» Try it
Output the data below in full, character for character.
========
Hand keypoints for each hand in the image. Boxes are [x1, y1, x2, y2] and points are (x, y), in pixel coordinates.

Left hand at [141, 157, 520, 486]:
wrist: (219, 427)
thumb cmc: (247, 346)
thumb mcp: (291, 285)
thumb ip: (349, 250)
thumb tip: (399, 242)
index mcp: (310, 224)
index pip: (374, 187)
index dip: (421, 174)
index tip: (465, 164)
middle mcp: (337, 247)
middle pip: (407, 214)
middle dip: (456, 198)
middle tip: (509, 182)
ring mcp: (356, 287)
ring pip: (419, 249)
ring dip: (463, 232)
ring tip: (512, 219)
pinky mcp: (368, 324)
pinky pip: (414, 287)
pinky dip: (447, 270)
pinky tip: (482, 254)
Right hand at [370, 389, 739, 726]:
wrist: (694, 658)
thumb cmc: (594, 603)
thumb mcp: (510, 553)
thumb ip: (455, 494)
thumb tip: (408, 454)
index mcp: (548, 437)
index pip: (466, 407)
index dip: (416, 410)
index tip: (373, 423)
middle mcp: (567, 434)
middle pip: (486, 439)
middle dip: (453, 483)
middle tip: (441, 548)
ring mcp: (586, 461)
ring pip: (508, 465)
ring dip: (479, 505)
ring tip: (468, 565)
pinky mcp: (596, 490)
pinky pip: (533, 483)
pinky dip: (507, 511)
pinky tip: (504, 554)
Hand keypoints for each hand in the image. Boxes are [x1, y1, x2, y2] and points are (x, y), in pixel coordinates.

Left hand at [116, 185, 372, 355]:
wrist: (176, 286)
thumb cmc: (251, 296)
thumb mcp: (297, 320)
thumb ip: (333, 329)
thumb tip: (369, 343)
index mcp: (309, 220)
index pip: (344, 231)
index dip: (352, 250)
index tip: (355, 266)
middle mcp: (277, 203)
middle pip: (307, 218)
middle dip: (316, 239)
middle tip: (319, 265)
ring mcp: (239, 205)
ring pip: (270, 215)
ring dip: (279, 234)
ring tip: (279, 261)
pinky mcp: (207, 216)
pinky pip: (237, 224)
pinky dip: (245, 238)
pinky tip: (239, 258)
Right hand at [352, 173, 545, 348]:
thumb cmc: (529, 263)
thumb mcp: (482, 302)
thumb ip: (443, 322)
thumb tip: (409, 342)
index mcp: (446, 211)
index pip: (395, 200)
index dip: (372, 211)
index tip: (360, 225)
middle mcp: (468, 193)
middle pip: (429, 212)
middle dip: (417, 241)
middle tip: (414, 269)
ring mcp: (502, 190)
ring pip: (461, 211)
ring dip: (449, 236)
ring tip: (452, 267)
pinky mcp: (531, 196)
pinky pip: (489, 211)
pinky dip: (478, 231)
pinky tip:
========
» Answer
Hand keypoints for each hand in the image. Boxes are [x1, y1, x2, y2] and points are (x, y), in pixel coordinates.

Left hand at [141, 157, 520, 486]:
wrist: (219, 427)
thumb cmc: (247, 346)
thumb mcp: (291, 285)
thumb ip: (349, 250)
thumb tip: (399, 242)
index mcp: (310, 224)
index pip: (374, 187)
index dip: (421, 174)
index tip: (465, 164)
middle mcp: (337, 247)
middle pip: (407, 214)
middle dip: (456, 198)
middle tip: (509, 182)
ring mcp: (356, 287)
ring pip: (419, 249)
ring dip: (463, 232)
ring tip: (512, 219)
pinky mcp: (368, 324)
pinky pip: (414, 287)
pinky dip: (447, 270)
pinky tip: (482, 254)
Right hand at [370, 389, 739, 726]:
wrist: (694, 658)
thumb cmc: (594, 603)
thumb mcp: (510, 553)
thumb ip: (455, 494)
thumb tip: (408, 454)
index mcp: (548, 437)
index pip: (466, 407)
index dip: (416, 410)
index tip: (373, 423)
middle mcp: (567, 434)
middle pip: (486, 439)
middle dip: (453, 483)
middle tip: (441, 548)
ring mcp: (586, 461)
ring pip: (508, 465)
ring dip: (479, 505)
ring tip: (468, 565)
pinky mcp: (596, 490)
pinky pip: (533, 483)
pinky dip: (507, 511)
pinky tip: (504, 554)
Hand keypoints for each hand in the image. Boxes are [x1, y1, x2, y2] and points are (x, y), in pixel coordinates.

Left hand at [116, 185, 372, 355]:
wrist: (176, 286)
thumb cmc: (251, 296)
thumb mcp: (297, 320)
thumb ip: (333, 329)
thumb tip: (369, 343)
index mcp: (309, 220)
index pip: (344, 231)
index dip: (352, 250)
index tip: (355, 266)
middle mcp: (277, 203)
middle pip: (307, 218)
middle dip: (316, 239)
middle tip: (319, 265)
ring mcp: (239, 205)
ring pip: (270, 215)
ring dip: (279, 234)
ring tip: (279, 261)
pinky mcp: (207, 216)
pinky pip: (237, 224)
pinky dip: (245, 238)
pinky tip: (239, 258)
Right hand at [352, 173, 545, 348]:
thumb cmc: (529, 263)
thumb mcp: (482, 302)
thumb ip: (443, 322)
thumb tip: (409, 342)
index mcp: (446, 211)
index pip: (395, 200)
index dip: (372, 211)
index tip: (360, 225)
middle mcp: (468, 193)
middle pip: (429, 212)
middle dip: (417, 241)
middle tip: (414, 269)
ring mcp: (502, 190)
ring pip: (461, 211)
ring dip: (449, 236)
ring tip: (452, 267)
pinky mcp: (531, 196)
pinky pip: (489, 211)
pinky dip: (478, 231)
pinky tip:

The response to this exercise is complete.